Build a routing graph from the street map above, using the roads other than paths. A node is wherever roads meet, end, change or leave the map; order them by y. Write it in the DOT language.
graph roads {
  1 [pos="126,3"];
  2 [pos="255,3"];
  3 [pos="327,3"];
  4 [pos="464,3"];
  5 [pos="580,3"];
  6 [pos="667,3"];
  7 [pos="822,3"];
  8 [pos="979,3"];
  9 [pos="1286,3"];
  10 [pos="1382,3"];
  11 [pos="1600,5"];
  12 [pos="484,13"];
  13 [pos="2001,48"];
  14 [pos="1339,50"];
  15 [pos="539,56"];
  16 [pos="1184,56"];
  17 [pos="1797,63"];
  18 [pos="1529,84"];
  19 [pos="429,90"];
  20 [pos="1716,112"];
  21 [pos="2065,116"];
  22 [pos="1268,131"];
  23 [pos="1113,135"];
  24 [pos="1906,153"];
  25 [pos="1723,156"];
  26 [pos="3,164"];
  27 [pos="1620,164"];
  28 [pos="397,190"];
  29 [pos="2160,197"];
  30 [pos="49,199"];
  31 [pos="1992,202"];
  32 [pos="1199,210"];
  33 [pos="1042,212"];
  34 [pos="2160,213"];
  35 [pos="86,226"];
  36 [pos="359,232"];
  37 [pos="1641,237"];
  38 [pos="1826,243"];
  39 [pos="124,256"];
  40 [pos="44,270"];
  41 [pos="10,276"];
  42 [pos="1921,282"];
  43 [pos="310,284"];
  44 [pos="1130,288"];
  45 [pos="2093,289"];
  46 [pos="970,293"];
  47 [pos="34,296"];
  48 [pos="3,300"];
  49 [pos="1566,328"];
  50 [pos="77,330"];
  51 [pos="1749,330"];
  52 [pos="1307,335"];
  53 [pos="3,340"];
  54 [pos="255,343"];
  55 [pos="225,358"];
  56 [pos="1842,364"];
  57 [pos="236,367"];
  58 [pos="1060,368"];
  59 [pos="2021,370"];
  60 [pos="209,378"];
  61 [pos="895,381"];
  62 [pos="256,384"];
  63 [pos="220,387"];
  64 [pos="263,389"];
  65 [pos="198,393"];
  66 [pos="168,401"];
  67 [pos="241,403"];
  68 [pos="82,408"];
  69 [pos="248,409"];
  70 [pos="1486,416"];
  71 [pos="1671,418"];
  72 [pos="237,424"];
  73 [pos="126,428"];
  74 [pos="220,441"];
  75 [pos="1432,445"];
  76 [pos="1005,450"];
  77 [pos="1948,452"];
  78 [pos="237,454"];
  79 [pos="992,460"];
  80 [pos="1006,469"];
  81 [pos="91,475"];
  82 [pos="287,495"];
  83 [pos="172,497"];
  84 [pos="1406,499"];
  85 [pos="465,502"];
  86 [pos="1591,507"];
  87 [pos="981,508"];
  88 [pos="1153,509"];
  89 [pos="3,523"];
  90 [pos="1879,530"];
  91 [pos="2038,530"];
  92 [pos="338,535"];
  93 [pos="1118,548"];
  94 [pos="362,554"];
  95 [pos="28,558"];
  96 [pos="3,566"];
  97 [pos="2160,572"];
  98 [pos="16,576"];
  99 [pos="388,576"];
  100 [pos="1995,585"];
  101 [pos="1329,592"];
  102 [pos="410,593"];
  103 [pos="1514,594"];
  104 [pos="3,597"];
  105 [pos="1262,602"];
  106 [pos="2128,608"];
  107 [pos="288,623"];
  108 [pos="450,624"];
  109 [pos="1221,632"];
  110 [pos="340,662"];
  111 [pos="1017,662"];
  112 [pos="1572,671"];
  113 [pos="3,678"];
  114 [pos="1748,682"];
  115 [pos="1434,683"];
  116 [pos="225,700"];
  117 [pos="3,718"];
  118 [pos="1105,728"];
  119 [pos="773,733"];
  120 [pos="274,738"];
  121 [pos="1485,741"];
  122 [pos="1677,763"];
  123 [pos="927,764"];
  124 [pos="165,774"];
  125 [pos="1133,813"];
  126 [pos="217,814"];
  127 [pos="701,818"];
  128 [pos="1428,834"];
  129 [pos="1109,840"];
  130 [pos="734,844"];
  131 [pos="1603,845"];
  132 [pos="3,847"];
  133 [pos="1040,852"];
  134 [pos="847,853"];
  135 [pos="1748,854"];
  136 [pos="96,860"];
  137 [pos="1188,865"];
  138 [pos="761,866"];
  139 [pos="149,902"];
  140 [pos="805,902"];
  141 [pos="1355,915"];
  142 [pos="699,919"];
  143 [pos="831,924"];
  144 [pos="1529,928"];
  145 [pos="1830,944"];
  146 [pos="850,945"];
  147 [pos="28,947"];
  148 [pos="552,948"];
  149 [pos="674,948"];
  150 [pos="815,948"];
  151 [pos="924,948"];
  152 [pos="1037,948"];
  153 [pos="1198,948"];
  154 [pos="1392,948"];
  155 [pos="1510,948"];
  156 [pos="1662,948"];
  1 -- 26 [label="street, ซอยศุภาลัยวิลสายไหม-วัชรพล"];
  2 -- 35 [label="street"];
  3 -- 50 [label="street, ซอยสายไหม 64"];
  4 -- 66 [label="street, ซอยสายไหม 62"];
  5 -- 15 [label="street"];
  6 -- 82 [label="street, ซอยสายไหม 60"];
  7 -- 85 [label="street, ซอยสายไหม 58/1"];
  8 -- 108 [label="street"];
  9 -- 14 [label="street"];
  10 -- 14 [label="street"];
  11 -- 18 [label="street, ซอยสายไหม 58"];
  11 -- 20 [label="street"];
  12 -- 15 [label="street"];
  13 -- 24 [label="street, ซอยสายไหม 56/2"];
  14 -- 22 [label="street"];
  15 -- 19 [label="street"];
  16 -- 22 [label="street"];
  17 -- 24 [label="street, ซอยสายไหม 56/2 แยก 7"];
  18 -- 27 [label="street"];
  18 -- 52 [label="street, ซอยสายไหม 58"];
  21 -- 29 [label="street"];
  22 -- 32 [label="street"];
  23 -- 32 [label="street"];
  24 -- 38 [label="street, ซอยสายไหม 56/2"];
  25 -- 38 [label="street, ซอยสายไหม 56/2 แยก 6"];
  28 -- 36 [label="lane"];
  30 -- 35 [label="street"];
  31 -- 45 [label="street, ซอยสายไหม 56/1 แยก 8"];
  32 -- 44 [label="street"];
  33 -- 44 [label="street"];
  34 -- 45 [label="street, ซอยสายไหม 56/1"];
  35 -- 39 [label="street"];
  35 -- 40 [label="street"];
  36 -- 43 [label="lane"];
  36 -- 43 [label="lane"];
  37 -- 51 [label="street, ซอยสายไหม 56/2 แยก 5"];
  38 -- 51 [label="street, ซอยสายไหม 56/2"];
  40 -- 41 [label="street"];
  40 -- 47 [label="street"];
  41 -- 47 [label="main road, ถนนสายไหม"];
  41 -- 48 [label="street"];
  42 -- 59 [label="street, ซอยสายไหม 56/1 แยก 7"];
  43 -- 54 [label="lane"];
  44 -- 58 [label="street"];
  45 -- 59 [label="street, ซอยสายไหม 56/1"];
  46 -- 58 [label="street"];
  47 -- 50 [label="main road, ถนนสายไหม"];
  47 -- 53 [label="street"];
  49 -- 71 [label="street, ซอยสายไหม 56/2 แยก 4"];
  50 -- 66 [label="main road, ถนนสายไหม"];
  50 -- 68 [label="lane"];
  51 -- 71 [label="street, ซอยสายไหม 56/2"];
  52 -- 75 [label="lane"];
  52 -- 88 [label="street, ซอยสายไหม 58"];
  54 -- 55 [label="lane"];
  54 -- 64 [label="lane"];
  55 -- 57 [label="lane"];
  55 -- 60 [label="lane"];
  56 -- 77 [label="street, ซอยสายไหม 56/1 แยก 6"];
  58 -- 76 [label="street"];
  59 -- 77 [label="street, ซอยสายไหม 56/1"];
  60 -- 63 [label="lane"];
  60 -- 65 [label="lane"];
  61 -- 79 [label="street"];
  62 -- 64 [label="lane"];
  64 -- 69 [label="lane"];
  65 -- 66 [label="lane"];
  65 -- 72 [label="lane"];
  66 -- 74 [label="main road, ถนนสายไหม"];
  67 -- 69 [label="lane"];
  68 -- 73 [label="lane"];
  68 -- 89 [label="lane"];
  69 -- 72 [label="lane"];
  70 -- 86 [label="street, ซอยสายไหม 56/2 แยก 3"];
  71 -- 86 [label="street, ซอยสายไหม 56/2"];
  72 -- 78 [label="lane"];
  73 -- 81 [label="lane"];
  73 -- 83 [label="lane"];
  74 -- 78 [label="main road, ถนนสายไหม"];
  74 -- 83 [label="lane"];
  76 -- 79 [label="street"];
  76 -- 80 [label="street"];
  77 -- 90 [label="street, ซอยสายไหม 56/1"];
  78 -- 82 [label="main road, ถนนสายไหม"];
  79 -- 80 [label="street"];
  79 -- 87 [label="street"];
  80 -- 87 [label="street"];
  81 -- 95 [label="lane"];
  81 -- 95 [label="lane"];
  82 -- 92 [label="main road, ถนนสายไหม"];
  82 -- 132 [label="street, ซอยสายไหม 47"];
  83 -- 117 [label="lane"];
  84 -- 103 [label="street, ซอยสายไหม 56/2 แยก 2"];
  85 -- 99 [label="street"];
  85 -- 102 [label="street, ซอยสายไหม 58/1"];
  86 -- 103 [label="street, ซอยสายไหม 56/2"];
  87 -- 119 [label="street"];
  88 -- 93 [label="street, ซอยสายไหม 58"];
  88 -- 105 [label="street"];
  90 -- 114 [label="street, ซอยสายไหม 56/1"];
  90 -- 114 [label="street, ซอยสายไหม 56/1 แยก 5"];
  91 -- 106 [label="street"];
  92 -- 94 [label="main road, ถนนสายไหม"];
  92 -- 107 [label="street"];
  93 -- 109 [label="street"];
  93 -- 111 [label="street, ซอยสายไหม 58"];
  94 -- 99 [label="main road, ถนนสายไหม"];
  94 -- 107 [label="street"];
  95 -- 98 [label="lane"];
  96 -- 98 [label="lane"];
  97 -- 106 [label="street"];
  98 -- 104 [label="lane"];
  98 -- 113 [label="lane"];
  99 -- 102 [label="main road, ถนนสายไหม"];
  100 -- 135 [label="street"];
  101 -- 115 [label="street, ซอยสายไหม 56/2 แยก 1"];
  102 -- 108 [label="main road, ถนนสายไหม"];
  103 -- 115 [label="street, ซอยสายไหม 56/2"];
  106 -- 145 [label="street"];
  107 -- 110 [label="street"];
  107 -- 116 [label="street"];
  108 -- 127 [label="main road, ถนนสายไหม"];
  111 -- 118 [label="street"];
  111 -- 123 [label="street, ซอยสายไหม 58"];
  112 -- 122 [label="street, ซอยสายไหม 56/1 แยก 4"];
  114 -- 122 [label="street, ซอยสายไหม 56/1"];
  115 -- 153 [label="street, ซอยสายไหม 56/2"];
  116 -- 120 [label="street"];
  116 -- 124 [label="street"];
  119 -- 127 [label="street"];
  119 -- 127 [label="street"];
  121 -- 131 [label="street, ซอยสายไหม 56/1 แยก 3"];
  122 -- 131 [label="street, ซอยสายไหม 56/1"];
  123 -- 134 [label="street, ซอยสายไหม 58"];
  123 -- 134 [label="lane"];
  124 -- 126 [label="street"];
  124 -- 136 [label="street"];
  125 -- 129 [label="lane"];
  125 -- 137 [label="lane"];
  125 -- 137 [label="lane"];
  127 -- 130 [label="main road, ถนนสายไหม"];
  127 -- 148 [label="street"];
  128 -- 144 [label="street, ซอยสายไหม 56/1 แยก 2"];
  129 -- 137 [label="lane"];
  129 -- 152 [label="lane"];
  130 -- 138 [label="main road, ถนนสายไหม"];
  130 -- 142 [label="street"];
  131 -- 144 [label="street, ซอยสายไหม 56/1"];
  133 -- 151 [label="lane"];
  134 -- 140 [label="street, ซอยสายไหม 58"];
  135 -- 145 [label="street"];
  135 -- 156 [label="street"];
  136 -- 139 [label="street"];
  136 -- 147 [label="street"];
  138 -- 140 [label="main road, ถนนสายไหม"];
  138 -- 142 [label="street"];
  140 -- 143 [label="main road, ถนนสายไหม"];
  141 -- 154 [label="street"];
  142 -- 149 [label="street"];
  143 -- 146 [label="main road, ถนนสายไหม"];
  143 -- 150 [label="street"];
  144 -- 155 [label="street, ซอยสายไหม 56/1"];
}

- - -

• [TASK DESCRIPTION] Please copy each line of the material that has the string "graph" somewhere in it.

• [EXPECTED ANSWER]
Build a routing graph from the street map above, using the roads other than paths. A node is wherever roads meet, end, change or leave the map; order them by y. Write it in the DOT language.
graph roads {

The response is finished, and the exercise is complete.